Demand for Fruit Quantity and Quality in Pakistan: A Comparison of Urban and Rural Households

Abbas Ullah Jan1, Muhammad Fayaz1*, Yousaf Hayat2, Dawood Jan3 and Ghaffar Ali3

1Department of Agricultural and Applied Economics, The University of Agriculture, Peshawar, Pakistan; 2Department of Maths, Stats and Computer Sciences, The University of Agriculture, Peshawar, Pakistan; 3Department of Agricultural and Applied Economics, The University of Agriculture, Peshawar, Pakistan.

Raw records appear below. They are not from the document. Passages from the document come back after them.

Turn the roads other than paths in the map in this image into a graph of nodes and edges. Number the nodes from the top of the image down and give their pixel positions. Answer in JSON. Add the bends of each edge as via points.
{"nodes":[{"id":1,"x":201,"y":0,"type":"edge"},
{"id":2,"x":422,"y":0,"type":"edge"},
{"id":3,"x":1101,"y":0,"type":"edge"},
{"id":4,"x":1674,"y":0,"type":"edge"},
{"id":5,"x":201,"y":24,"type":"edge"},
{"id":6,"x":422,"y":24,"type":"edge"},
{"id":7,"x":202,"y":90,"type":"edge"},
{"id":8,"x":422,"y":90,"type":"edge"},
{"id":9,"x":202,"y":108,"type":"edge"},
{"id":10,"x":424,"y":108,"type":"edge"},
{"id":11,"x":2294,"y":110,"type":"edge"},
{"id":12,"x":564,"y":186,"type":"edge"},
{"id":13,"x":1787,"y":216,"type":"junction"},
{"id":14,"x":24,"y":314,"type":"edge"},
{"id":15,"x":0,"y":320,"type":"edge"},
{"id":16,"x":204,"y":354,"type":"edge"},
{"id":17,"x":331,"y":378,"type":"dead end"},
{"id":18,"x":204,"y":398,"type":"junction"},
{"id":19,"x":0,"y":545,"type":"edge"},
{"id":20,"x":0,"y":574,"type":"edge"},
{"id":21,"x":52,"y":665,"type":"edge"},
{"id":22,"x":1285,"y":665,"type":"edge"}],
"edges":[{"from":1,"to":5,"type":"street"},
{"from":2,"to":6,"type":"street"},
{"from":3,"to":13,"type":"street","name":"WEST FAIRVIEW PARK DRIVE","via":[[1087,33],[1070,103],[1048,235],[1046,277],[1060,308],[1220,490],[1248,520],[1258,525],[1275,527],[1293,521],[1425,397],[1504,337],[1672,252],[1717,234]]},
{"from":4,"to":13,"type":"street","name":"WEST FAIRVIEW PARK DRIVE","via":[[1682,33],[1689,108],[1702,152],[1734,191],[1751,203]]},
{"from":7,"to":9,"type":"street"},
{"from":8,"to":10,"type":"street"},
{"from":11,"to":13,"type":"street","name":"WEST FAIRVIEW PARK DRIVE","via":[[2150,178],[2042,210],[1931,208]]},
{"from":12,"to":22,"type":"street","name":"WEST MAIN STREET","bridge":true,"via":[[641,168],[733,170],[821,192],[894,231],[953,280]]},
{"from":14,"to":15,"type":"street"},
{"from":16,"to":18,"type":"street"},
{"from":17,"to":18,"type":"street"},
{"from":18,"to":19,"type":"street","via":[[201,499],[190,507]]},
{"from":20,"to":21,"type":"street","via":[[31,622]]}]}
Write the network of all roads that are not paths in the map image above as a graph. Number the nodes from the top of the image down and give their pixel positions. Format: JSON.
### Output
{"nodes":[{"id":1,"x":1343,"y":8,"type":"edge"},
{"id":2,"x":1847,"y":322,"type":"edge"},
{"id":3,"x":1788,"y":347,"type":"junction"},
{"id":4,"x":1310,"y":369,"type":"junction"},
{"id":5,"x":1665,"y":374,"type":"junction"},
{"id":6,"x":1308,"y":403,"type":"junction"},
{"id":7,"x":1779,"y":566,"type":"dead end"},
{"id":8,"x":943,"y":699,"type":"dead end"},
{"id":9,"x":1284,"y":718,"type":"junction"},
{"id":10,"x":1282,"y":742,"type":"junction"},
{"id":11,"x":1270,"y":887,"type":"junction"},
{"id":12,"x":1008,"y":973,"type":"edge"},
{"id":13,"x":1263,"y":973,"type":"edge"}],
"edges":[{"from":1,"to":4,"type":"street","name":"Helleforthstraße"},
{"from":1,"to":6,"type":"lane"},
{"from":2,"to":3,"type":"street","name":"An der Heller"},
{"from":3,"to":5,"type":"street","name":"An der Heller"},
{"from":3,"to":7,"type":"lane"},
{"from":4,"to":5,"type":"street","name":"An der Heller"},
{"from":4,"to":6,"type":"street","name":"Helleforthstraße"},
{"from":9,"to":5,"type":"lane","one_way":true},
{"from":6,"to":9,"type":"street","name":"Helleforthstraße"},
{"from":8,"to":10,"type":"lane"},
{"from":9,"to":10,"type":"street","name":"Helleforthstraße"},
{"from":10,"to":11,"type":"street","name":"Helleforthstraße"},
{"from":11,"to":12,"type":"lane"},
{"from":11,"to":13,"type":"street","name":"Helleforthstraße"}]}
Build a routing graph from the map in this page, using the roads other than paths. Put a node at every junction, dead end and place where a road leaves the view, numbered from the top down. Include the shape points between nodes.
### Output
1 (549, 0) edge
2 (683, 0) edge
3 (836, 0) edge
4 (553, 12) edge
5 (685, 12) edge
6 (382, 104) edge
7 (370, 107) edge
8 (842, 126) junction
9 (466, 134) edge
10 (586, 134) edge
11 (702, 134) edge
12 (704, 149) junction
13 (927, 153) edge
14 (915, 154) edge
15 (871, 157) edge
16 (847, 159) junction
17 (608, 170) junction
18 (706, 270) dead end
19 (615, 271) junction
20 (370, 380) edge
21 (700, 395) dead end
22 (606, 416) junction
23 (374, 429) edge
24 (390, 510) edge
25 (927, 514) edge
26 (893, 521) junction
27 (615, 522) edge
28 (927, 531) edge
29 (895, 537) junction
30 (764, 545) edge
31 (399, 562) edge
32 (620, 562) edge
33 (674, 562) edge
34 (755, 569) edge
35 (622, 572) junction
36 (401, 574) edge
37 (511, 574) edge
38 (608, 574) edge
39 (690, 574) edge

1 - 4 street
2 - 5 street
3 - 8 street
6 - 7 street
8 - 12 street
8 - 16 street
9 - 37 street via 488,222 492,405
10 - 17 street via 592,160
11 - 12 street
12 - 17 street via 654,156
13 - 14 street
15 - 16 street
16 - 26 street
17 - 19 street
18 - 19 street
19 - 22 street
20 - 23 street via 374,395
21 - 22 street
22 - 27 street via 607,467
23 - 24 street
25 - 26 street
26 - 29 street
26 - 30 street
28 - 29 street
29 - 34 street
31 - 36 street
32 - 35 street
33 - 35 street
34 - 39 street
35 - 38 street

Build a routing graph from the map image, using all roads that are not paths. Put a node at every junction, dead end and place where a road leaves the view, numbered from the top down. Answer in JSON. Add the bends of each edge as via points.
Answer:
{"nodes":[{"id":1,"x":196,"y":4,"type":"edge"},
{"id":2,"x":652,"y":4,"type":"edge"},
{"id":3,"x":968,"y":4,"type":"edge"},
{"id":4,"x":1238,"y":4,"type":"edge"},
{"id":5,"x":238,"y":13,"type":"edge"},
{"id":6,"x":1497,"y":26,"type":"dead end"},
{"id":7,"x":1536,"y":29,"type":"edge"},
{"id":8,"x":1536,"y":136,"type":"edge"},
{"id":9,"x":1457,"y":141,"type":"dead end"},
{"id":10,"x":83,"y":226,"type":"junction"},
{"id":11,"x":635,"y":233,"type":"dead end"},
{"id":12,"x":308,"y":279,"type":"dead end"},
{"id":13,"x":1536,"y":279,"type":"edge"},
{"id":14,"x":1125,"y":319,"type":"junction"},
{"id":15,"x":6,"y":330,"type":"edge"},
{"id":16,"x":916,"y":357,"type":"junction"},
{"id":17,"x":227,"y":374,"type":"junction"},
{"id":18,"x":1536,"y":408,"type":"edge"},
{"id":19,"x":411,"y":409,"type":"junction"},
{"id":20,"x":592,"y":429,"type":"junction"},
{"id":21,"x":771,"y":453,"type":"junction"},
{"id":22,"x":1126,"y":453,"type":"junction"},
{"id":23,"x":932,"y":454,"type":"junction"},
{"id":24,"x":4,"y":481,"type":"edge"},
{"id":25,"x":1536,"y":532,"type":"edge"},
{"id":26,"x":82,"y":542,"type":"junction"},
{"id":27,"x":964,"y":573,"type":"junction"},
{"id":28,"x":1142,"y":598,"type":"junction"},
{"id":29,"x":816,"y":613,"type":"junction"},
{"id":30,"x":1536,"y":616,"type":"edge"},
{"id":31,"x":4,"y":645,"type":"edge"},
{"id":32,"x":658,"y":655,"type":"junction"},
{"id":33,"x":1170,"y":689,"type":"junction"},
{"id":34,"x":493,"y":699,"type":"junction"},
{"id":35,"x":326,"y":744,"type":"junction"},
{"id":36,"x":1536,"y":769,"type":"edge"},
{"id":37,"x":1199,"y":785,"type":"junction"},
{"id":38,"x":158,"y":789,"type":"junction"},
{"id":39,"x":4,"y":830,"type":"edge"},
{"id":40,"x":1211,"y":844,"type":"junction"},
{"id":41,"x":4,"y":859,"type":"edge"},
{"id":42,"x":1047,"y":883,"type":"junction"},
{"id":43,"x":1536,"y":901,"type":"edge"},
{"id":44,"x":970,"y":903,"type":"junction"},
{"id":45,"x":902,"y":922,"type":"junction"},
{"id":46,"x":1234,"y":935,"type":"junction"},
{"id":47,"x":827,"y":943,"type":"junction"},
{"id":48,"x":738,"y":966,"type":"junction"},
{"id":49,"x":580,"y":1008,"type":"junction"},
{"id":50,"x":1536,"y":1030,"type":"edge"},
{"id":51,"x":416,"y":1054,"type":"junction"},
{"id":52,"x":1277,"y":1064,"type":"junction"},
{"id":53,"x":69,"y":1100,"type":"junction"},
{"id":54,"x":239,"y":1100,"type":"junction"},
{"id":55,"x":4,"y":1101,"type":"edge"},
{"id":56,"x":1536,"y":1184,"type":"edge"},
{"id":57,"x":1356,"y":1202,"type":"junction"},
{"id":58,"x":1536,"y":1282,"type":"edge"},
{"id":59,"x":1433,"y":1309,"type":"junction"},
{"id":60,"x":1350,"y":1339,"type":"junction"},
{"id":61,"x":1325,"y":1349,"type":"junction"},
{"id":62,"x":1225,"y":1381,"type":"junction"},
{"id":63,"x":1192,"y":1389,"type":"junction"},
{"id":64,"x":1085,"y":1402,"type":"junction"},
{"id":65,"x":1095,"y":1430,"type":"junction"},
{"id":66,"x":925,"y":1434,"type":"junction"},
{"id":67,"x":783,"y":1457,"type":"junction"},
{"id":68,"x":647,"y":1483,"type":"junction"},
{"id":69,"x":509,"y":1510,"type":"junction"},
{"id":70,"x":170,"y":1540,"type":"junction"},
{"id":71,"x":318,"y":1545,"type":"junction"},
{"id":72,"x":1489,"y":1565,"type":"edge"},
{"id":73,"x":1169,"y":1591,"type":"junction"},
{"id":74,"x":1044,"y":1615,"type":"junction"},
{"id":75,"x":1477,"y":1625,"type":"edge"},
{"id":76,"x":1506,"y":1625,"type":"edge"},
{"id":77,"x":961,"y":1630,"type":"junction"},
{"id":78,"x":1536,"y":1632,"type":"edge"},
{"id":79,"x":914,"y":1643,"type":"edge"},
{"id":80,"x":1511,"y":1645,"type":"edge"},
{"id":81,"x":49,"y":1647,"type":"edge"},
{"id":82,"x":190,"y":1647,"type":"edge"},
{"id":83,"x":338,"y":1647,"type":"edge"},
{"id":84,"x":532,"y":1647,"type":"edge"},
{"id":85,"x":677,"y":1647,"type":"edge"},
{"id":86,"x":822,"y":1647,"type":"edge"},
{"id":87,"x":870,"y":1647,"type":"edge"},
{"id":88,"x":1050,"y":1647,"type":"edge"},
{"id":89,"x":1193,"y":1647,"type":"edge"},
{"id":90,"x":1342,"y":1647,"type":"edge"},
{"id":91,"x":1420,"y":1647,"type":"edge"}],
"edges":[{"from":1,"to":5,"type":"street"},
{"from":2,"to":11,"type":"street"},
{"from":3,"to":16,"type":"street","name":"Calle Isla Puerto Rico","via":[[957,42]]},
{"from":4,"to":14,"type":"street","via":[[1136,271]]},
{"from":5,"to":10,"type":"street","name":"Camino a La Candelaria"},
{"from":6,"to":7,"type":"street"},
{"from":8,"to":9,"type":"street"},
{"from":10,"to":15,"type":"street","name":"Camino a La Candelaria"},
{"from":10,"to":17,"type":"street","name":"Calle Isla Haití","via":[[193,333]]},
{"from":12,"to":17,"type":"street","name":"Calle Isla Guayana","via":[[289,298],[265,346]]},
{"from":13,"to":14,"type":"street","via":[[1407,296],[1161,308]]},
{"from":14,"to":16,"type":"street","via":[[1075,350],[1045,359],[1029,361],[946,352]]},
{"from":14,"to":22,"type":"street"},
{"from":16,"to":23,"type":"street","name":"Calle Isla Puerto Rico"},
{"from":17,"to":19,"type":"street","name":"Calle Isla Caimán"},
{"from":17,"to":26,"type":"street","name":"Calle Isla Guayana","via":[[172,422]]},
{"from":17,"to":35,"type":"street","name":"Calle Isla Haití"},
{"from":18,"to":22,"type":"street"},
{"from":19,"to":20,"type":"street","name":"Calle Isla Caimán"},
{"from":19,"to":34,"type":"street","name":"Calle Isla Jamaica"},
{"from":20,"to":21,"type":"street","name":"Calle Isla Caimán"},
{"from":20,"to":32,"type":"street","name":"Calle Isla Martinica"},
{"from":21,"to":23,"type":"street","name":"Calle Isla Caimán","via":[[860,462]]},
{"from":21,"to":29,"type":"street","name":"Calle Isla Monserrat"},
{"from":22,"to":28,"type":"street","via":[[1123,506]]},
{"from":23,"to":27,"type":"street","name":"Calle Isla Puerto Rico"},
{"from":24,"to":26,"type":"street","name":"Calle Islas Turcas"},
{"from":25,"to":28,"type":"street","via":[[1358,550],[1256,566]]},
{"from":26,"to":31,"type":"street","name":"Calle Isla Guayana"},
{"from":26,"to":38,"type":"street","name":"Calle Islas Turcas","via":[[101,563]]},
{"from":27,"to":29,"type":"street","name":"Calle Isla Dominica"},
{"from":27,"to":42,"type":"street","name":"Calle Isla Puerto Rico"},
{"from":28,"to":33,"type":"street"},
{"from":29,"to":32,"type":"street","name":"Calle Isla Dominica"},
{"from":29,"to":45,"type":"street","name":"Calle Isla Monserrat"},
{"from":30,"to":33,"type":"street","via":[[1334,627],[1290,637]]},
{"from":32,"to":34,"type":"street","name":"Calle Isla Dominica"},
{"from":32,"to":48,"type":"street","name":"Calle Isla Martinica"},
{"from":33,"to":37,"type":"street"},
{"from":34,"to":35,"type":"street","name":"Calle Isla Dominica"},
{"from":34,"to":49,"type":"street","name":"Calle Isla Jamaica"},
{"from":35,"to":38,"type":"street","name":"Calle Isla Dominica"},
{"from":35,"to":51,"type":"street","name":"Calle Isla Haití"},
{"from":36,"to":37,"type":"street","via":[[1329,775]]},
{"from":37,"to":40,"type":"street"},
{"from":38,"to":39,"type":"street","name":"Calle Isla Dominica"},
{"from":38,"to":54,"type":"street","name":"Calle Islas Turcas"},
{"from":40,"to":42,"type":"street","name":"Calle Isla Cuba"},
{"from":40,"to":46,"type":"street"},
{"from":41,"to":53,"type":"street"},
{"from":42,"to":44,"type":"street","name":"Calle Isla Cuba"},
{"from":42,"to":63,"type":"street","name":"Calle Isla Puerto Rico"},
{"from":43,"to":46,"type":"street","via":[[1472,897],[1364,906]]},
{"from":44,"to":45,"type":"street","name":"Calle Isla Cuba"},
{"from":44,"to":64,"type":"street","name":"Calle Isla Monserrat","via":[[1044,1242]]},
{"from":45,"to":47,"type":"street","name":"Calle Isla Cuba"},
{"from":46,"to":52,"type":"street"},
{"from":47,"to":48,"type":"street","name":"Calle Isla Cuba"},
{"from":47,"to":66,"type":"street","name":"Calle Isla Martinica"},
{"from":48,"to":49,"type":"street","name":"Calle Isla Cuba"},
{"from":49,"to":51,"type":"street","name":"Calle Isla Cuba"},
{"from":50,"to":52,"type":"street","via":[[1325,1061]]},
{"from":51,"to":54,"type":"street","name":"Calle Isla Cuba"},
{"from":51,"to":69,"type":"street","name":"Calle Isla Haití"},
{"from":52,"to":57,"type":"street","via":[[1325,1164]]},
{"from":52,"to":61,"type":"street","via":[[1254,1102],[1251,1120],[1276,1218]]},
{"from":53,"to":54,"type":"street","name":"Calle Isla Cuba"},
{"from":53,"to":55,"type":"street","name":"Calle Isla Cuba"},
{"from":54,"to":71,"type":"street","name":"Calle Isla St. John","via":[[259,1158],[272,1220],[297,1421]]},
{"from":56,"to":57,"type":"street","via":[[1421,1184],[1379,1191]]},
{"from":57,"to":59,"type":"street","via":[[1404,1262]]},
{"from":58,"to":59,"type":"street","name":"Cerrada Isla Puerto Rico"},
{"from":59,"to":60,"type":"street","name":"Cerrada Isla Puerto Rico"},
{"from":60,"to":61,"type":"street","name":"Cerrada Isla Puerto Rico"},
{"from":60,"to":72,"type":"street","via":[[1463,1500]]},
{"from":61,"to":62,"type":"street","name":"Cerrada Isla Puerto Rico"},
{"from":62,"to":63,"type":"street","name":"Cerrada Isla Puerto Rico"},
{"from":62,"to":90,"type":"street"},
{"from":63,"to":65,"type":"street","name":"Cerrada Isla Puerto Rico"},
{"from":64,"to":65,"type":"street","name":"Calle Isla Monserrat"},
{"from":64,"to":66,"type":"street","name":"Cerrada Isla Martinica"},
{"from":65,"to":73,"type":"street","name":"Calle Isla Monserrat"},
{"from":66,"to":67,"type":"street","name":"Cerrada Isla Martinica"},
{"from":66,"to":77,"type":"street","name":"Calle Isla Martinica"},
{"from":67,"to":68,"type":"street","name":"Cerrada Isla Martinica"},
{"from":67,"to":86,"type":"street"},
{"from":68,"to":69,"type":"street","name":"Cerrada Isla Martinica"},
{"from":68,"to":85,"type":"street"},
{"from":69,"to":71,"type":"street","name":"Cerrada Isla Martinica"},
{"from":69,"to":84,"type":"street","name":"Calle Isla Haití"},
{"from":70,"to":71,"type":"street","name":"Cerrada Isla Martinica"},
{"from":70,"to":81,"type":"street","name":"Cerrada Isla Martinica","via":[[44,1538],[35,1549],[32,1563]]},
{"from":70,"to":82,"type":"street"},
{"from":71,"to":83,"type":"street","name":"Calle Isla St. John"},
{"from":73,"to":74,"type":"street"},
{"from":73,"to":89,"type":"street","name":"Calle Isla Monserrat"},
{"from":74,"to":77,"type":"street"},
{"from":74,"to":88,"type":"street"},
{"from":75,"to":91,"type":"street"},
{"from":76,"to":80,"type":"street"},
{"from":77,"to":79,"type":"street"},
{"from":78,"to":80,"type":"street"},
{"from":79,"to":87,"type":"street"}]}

Abstract | This study was carried out to estimate demand for fruit quantity and quality for urban and rural households using household income and expenditure data of Pakistan Social and Living Standard Measurement (PSLM) survey 2005. The log-log-inverse econometric model, representing nonlinear Engel curve relationship proved to be a valid estimation technique for fruit consumption in Pakistan. The results show that quantity elasticity with respect to income is constant for dates, grapes, guava and mango and tends to increase in all fruits, apple, banana and citrus with increase in household income for urban households. For rural households with increase in household income, quantity elasticity of all the fruits tends increase with the exception of grapes where it decreases and remains constant in dates. The estimated quality elasticities reveal that both the urban and rural households purchase higher quality fruits as their income rise and are willing to pay a higher price for enhanced quality. Compared to rural households, the urban households are more responsive to quality in all fruits as a group and apple, banana, and grapes individually. Quality response is more in dates, mango and particularly guava for rural households. Empirical evidence suggests that there exists greater potential of increased profits for entrepreneurs involved in the production and marketing of fruits if they focus on quality enhancement as both the urban and rural households are willing to pay a higher price for higher quality fruits.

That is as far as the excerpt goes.